Records for the task below:
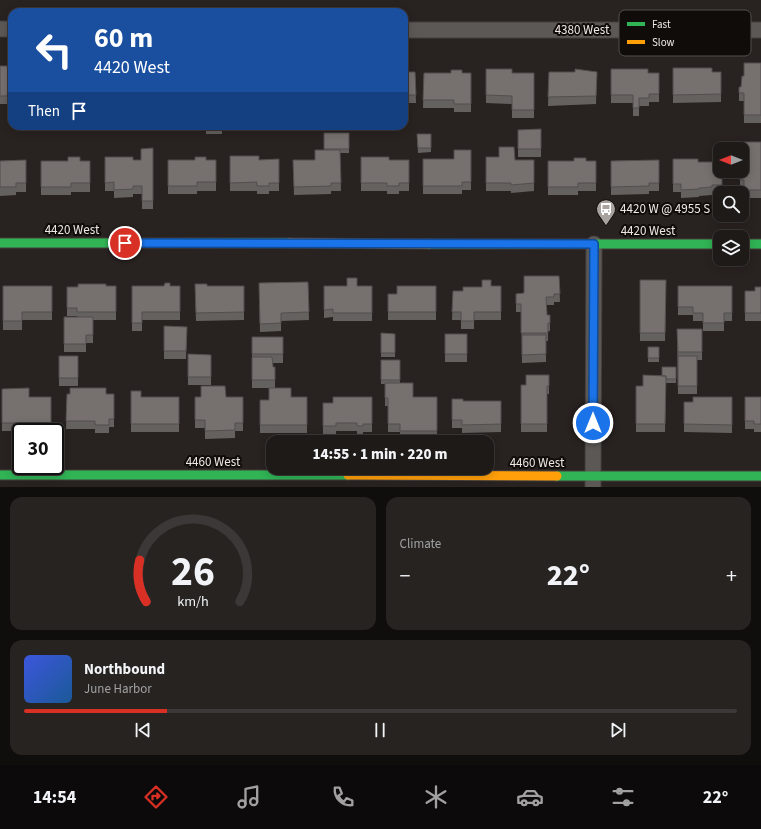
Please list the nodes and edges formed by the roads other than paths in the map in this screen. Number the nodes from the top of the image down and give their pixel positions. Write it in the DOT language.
graph roads {
  1 [pos="408,30"];
  2 [pos="619,30"];
  3 [pos="0,243"];
  4 [pos="594,244"];
  5 [pos="713,244"];
  6 [pos="749,244"];
  7 [pos="761,244"];
  8 [pos="0,475"];
  9 [pos="761,476"];
  10 [pos="117,481"];
  11 [pos="361,481"];
  12 [pos="593,482"];
  1 -- 2 [label="street, 4380 West"];
  3 -- 4 [label="street, 4420 West"];
  4 -- 5 [label="street, 4420 West"];
  4 -- 12 [label="street"];
  6 -- 7 [label="street"];
  8 -- 10 [label="street, 4460 West"];
  9 -- 12 [label="street, 4460 West"];
  10 -- 11 [label="street, 4460 West"];
  11 -- 12 [label="street, 4460 West"];
}
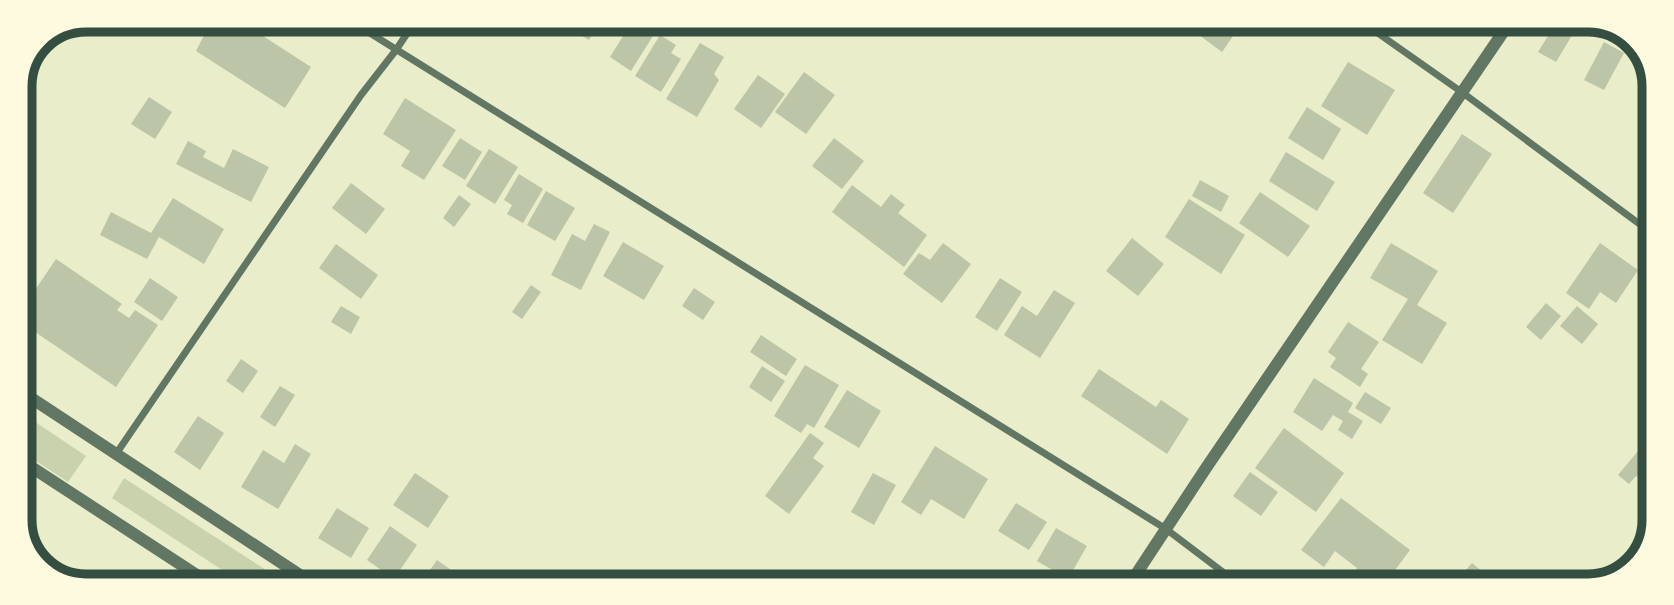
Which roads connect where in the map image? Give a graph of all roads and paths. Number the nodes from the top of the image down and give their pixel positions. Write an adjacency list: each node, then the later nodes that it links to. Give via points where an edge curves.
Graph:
1 (368, 32): 5 (street)
2 (408, 32): 5 (street)
3 (1376, 32): 6 (street)
4 (1503, 32): 6 (street)
5 (396, 50): 10 (street); 12 (street)
6 (1463, 93): 8 (street); 12 (street)
7 (1642, 222): 8 (street)
8 (1640, 224)
9 (32, 399): 10 (street)
10 (116, 454): 14 (street)
11 (32, 467): 13 (street)
12 (1166, 529): 15 (street); 16 (street)
13 (195, 574)
14 (298, 574)
15 (1136, 574)
16 (1225, 574)

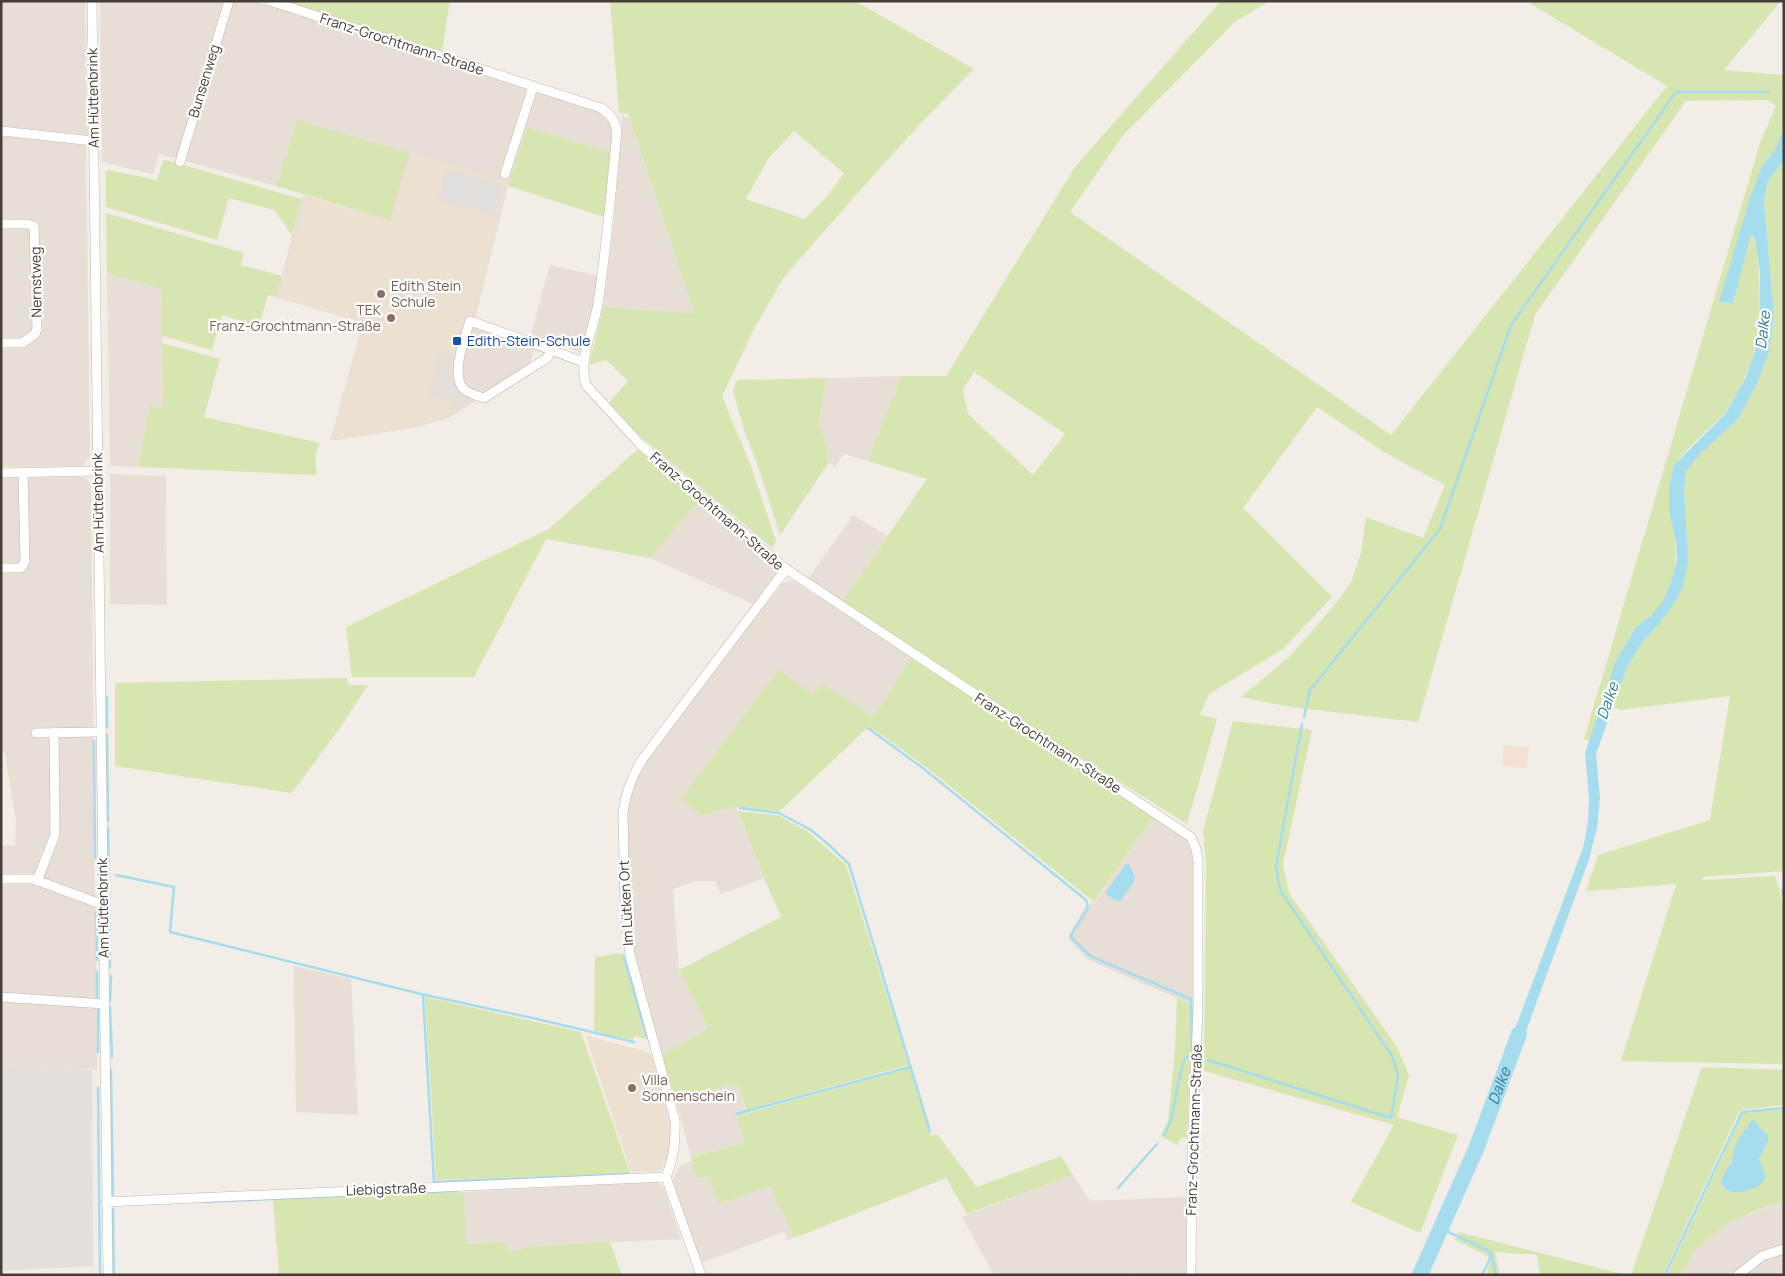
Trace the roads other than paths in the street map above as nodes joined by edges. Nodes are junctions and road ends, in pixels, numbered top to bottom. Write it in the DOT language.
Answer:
End of Records for the task.
* Instructions to follow
Each entry should come back exactly as written, with its pictures omitted.

* Task solution
Please list the nodes and edges formed by the roads other than paths in the map in this screen. Number the nodes from the top of the image down and give their pixel positions. Write it in the DOT language.
graph roads {
  1 [pos="408,30"];
  2 [pos="619,30"];
  3 [pos="0,243"];
  4 [pos="594,244"];
  5 [pos="713,244"];
  6 [pos="749,244"];
  7 [pos="761,244"];
  8 [pos="0,475"];
  9 [pos="761,476"];
  10 [pos="117,481"];
  11 [pos="361,481"];
  12 [pos="593,482"];
  1 -- 2 [label="street, 4380 West"];
  3 -- 4 [label="street, 4420 West"];
  4 -- 5 [label="street, 4420 West"];
  4 -- 12 [label="street"];
  6 -- 7 [label="street"];
  8 -- 10 [label="street, 4460 West"];
  9 -- 12 [label="street, 4460 West"];
  10 -- 11 [label="street, 4460 West"];
  11 -- 12 [label="street, 4460 West"];
}
Which roads connect where in the map image? Give a graph of all roads and paths. Number the nodes from the top of the image down and give their pixel positions. Write an adjacency list: each node, then the later nodes that it links to. Give via points where an edge curves.
Graph:
1 (368, 32): 5 (street)
2 (408, 32): 5 (street)
3 (1376, 32): 6 (street)
4 (1503, 32): 6 (street)
5 (396, 50): 10 (street); 12 (street)
6 (1463, 93): 8 (street); 12 (street)
7 (1642, 222): 8 (street)
8 (1640, 224)
9 (32, 399): 10 (street)
10 (116, 454): 14 (street)
11 (32, 467): 13 (street)
12 (1166, 529): 15 (street); 16 (street)
13 (195, 574)
14 (298, 574)
15 (1136, 574)
16 (1225, 574)

Trace the roads other than paths in the street map above as nodes joined by edges. Nodes are junctions and road ends, in pixels, numbered top to bottom. Write it in the DOT language.
Answer:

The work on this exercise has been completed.